# Your objective
Lines from the beginning of the entries up to and including the one with "thumb ip: (841, 748)" must be duplicated word for word; leave out all others.

# Task data
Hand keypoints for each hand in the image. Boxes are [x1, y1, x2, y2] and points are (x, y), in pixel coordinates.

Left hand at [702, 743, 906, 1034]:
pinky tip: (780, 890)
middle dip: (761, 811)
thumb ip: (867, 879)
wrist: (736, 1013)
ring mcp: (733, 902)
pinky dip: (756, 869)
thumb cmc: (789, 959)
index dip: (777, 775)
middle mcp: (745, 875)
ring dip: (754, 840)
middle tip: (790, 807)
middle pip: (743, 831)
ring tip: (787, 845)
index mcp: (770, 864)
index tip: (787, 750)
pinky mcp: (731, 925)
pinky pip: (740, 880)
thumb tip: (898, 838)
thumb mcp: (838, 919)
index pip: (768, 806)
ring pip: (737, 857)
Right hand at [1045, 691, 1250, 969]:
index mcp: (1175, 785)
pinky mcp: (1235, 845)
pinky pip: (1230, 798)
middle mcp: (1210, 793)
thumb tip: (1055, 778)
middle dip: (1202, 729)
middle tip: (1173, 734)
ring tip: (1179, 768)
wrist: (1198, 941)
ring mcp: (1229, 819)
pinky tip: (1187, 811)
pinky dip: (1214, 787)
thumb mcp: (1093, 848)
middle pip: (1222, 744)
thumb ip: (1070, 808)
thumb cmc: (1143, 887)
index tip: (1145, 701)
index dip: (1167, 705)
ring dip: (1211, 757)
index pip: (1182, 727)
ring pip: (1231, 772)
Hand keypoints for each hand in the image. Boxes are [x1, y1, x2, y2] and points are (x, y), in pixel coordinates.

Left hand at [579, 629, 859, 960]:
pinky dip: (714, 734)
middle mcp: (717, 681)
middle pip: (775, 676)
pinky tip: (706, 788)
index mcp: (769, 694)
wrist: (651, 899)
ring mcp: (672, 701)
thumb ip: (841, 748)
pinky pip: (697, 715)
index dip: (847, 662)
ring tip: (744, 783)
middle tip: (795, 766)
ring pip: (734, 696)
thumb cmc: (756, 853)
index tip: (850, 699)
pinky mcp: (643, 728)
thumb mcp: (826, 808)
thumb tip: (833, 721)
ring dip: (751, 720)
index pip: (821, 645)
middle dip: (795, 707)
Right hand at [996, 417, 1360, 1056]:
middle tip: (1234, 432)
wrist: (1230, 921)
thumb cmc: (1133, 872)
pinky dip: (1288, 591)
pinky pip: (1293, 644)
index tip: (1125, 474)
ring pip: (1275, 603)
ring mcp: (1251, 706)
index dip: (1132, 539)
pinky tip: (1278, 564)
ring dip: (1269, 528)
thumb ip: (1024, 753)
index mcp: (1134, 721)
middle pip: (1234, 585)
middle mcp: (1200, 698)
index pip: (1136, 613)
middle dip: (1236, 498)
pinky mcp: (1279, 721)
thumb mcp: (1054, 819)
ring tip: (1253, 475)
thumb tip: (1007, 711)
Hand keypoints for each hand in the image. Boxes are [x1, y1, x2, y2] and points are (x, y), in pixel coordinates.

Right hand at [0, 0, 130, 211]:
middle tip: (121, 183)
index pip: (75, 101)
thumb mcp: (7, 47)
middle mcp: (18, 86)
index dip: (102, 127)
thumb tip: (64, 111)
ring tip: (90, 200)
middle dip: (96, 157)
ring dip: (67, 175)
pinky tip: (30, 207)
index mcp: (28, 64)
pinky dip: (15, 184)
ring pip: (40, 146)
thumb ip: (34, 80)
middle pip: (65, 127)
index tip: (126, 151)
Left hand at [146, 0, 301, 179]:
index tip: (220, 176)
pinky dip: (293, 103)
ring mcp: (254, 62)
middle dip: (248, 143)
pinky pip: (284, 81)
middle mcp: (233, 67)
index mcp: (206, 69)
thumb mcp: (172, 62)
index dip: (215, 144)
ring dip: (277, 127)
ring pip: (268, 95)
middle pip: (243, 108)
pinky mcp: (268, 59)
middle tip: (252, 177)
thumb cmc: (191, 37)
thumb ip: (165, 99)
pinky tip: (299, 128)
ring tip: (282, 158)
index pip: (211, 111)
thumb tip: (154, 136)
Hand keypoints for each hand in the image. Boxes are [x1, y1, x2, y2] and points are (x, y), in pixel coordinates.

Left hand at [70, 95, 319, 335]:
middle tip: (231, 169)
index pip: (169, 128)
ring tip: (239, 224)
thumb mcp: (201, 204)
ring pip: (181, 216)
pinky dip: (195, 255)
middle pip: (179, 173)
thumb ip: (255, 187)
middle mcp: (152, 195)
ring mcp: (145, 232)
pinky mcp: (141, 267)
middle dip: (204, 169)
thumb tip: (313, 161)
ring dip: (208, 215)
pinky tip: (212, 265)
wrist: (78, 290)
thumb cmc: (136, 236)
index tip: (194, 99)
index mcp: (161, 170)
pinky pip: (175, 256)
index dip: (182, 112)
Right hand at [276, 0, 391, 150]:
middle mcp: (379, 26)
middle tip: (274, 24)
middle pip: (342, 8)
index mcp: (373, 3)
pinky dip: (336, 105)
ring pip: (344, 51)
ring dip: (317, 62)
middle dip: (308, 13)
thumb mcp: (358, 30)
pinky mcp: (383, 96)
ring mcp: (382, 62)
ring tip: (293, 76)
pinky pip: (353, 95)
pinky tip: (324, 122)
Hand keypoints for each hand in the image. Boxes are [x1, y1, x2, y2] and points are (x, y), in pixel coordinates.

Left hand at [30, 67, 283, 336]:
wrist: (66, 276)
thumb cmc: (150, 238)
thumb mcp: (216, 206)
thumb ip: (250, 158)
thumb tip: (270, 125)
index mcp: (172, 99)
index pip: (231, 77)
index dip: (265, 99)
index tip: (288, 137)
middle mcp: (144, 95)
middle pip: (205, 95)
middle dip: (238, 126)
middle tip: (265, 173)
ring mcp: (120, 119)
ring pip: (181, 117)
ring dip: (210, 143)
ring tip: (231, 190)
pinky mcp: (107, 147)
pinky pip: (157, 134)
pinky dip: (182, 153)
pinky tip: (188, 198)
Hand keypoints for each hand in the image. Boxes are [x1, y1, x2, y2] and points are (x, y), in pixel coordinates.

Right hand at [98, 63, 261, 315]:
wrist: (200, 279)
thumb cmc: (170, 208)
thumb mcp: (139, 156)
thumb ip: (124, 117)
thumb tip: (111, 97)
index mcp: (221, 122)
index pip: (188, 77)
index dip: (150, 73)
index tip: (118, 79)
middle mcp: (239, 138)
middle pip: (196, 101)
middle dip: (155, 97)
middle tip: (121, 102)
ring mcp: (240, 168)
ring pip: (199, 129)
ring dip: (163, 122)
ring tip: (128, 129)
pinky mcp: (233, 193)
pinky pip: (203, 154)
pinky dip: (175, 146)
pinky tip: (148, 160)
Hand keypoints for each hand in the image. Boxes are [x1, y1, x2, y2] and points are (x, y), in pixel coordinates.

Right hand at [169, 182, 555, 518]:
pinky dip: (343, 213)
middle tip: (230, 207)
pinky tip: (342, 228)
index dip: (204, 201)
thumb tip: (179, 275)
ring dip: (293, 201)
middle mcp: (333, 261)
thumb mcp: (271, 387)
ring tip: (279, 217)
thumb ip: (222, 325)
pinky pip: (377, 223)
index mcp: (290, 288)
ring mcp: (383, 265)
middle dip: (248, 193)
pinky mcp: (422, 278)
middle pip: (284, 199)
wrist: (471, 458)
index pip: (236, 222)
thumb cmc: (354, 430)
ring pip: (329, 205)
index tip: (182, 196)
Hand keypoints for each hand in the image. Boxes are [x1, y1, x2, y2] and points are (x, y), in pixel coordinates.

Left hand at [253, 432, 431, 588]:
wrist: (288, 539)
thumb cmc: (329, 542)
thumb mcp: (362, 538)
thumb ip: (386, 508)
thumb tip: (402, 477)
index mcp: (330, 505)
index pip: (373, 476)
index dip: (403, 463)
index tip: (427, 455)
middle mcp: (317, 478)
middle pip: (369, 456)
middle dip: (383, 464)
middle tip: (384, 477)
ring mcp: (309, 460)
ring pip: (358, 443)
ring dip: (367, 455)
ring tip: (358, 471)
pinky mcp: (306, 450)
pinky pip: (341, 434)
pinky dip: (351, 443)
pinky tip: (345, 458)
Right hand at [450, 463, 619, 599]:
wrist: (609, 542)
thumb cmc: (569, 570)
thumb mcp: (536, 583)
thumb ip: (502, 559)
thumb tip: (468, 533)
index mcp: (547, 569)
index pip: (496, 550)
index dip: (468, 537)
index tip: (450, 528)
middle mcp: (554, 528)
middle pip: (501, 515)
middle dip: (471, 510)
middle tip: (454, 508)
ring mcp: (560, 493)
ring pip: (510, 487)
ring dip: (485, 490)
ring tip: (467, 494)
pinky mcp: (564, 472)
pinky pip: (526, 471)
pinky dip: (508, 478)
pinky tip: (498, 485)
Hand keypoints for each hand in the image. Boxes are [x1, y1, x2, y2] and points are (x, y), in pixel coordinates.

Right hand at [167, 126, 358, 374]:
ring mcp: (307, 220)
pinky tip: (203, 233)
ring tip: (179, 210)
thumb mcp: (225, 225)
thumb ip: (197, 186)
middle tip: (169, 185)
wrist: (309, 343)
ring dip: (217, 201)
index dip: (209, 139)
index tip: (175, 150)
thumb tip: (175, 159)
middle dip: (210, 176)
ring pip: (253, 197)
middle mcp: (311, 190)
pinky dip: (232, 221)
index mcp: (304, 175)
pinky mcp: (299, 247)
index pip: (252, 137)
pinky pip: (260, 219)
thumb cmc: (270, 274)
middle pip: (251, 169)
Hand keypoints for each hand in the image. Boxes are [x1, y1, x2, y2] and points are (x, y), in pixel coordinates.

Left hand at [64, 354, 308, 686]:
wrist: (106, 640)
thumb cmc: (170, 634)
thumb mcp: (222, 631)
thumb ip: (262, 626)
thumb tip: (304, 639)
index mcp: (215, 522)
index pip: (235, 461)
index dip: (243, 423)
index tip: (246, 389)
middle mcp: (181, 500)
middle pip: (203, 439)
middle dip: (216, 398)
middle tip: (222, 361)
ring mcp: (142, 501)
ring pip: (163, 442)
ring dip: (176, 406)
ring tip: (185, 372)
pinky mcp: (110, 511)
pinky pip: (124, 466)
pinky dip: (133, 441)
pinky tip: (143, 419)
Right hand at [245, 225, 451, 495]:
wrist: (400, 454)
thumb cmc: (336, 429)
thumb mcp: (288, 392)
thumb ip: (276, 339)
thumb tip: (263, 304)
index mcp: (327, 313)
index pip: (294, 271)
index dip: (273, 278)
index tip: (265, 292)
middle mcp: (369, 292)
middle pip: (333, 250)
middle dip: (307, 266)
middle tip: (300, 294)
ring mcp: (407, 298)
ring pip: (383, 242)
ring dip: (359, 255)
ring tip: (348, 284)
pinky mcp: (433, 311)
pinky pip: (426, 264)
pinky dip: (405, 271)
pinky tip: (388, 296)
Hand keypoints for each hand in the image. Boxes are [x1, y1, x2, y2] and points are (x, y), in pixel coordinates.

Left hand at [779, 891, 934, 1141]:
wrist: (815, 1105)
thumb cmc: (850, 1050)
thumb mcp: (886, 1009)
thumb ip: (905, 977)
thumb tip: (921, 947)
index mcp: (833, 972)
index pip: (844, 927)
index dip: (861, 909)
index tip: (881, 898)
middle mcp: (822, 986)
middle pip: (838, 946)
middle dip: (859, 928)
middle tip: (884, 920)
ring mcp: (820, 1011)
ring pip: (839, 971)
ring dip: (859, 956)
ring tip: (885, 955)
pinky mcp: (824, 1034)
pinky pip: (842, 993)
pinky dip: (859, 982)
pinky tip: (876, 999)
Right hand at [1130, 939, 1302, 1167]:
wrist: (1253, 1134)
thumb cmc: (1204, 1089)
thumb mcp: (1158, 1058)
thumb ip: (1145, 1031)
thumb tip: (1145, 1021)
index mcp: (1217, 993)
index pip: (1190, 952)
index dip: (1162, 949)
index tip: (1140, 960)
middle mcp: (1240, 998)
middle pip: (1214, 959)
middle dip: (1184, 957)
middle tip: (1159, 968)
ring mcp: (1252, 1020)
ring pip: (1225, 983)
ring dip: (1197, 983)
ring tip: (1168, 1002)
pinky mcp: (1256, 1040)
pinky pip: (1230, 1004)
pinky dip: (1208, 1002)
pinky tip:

# Answer to the problem
Hand keypoints for each hand in the image. Boxes are [x1, y1, x2, y2] and points are (x, y), in pixel coordinates.

Left hand at [702, 743, 906, 1034]:
pinky tip: (780, 890)
middle dip: (761, 811)
thumb ip: (867, 879)
wrist: (736, 1013)
ring mcp: (733, 902)
pinky dip: (756, 869)
thumb cmc: (789, 959)
index dip: (777, 775)
middle mcp: (745, 875)
ring dip: (754, 840)
middle tip: (790, 807)
middle pip: (743, 831)
ring tip: (787, 845)
index mcp: (770, 864)
index tip: (787, 750)
pinky mcp: (731, 925)
pinky pip: (740, 880)
thumb tip: (898, 838)
thumb mcp: (838, 919)
index pip: (768, 806)
ring pip: (737, 857)
Right hand at [1045, 691, 1250, 969]:
index mcp: (1175, 785)
pinky mcp: (1235, 845)
pinky pip: (1230, 798)
middle mcp: (1210, 793)
thumb tip: (1055, 778)
middle dip: (1202, 729)
middle tip: (1173, 734)
ring tip: (1179, 768)
wrist: (1198, 941)
ring mcp: (1229, 819)
pinky tip: (1187, 811)
pinky dip: (1214, 787)
thumb mcp: (1093, 848)
middle pip: (1222, 744)
thumb ip: (1070, 808)
thumb cmc: (1143, 887)
index tip: (1145, 701)
index dip: (1167, 705)
ring dip: (1211, 757)
index pip: (1182, 727)
ring pip: (1231, 772)
Hand keypoints for each hand in the image. Boxes are [x1, y1, x2, y2] and points are (x, y), in pixel coordinates.

Left hand at [579, 629, 859, 960]:
pinky dip: (714, 734)
middle mcp: (717, 681)
middle pip: (775, 676)
pinky tip: (706, 788)
index mcp: (769, 694)
wrist: (651, 899)
ring mcp: (672, 701)
thumb ip: (841, 748)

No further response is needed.